WHAT THE TASK REQUIRES
Word for word, restate the lines of the data from the first through the one containing "position:absolute; left:18px; top:18px;", and nothing else.

▬▬▬

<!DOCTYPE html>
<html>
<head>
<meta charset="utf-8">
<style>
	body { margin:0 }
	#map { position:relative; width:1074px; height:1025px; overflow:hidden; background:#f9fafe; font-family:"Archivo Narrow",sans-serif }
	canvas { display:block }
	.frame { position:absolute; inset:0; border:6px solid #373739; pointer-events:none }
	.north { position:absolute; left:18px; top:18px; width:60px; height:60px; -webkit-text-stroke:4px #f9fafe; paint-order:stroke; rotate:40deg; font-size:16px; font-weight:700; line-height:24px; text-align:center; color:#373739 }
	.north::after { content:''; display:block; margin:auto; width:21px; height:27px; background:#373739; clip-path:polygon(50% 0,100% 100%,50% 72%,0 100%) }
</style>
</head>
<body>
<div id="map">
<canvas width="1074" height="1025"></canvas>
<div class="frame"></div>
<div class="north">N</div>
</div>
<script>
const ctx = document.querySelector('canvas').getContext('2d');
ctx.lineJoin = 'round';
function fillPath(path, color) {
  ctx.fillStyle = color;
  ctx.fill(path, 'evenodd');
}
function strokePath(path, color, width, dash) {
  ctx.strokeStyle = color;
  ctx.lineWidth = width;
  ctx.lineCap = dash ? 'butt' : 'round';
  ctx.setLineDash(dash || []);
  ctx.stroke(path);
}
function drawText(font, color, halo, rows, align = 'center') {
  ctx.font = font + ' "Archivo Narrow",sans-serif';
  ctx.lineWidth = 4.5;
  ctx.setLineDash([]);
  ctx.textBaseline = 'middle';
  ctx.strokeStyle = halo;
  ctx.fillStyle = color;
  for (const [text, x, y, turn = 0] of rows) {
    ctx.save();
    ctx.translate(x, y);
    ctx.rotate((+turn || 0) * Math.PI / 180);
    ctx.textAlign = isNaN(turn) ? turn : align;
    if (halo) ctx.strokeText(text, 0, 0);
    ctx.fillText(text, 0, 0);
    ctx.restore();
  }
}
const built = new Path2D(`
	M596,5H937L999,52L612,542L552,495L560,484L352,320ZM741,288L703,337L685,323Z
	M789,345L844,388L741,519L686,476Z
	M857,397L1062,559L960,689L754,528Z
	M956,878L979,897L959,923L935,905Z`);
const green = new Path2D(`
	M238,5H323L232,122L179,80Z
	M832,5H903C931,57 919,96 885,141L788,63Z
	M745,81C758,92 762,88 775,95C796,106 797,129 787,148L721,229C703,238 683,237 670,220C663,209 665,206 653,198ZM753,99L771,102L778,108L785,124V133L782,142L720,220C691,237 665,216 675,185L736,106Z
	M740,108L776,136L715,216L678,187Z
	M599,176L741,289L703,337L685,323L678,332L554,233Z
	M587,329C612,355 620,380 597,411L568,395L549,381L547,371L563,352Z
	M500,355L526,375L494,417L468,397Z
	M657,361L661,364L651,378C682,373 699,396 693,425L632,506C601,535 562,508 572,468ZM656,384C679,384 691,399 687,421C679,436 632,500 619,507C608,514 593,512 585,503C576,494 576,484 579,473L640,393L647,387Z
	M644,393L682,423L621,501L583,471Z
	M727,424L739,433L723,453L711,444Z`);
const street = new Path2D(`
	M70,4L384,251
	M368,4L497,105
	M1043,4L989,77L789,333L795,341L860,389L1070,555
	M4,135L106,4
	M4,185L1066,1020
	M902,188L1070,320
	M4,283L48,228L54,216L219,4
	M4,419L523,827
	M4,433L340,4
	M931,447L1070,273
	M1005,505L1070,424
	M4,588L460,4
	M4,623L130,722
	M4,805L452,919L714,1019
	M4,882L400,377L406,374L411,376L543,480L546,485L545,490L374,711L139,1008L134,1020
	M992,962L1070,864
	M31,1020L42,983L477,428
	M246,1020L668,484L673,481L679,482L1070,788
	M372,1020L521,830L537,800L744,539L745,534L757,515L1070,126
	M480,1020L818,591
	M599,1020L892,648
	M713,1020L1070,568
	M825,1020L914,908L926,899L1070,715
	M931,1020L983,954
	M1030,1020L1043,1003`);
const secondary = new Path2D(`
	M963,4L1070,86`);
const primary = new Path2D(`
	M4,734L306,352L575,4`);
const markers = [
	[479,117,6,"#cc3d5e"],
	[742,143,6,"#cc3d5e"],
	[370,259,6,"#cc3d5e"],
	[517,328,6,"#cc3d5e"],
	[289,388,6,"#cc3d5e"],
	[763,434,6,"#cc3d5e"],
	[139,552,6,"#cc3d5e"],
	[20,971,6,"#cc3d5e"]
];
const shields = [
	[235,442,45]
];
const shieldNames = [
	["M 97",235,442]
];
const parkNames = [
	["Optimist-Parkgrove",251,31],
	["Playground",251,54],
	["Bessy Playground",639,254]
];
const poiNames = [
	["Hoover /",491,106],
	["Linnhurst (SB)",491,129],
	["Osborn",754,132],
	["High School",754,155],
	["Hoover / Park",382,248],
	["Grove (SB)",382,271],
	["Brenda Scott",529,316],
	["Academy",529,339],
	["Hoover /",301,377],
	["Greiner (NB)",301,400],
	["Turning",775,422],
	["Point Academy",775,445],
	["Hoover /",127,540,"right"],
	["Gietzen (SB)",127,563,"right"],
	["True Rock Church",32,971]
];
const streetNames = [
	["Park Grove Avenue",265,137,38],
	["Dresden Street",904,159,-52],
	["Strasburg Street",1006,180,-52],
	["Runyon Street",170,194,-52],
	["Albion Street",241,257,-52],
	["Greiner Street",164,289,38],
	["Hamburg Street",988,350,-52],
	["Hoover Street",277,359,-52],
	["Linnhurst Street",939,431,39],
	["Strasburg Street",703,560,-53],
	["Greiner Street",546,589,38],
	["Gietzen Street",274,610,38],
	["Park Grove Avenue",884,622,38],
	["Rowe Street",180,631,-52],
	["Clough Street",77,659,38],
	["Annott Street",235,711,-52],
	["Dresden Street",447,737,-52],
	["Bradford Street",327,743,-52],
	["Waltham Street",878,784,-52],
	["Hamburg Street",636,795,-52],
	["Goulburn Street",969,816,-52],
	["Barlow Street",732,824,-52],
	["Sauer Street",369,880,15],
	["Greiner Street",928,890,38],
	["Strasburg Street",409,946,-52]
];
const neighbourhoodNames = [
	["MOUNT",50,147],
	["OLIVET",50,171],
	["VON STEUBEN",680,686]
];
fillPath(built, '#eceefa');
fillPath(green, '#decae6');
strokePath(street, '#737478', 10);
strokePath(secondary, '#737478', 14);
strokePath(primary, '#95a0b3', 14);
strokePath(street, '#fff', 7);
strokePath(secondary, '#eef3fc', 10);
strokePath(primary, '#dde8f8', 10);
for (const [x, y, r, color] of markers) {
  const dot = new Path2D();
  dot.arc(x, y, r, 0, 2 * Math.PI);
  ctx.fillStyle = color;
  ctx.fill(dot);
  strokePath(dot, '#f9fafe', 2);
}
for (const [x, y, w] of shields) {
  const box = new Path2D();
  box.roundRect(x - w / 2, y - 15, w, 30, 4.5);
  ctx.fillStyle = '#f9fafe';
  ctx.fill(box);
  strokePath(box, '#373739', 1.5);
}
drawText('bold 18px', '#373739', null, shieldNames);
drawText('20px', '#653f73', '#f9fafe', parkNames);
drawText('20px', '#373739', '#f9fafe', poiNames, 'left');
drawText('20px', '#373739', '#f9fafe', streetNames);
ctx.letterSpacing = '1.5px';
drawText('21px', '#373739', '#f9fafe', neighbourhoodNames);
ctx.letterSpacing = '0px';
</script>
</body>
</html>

▬▬▬

RESPONSE TO THE TASK
<!DOCTYPE html>
<html>
<head>
<meta charset="utf-8">
<style>
	body { margin:0 }
	#map { position:relative; width:1074px; height:1025px; overflow:hidden; background:#f9fafe; font-family:"Archivo Narrow",sans-serif }
	canvas { display:block }
	.frame { position:absolute; inset:0; border:6px solid #373739; pointer-events:none }
	.north { position:absolute; left:18px; top:18px; width:60px; height:60px; -webkit-text-stroke:4px #f9fafe; paint-order:stroke; rotate:40deg; font-size:16px; font-weight:700; line-height:24px; text-align:center; color:#373739 }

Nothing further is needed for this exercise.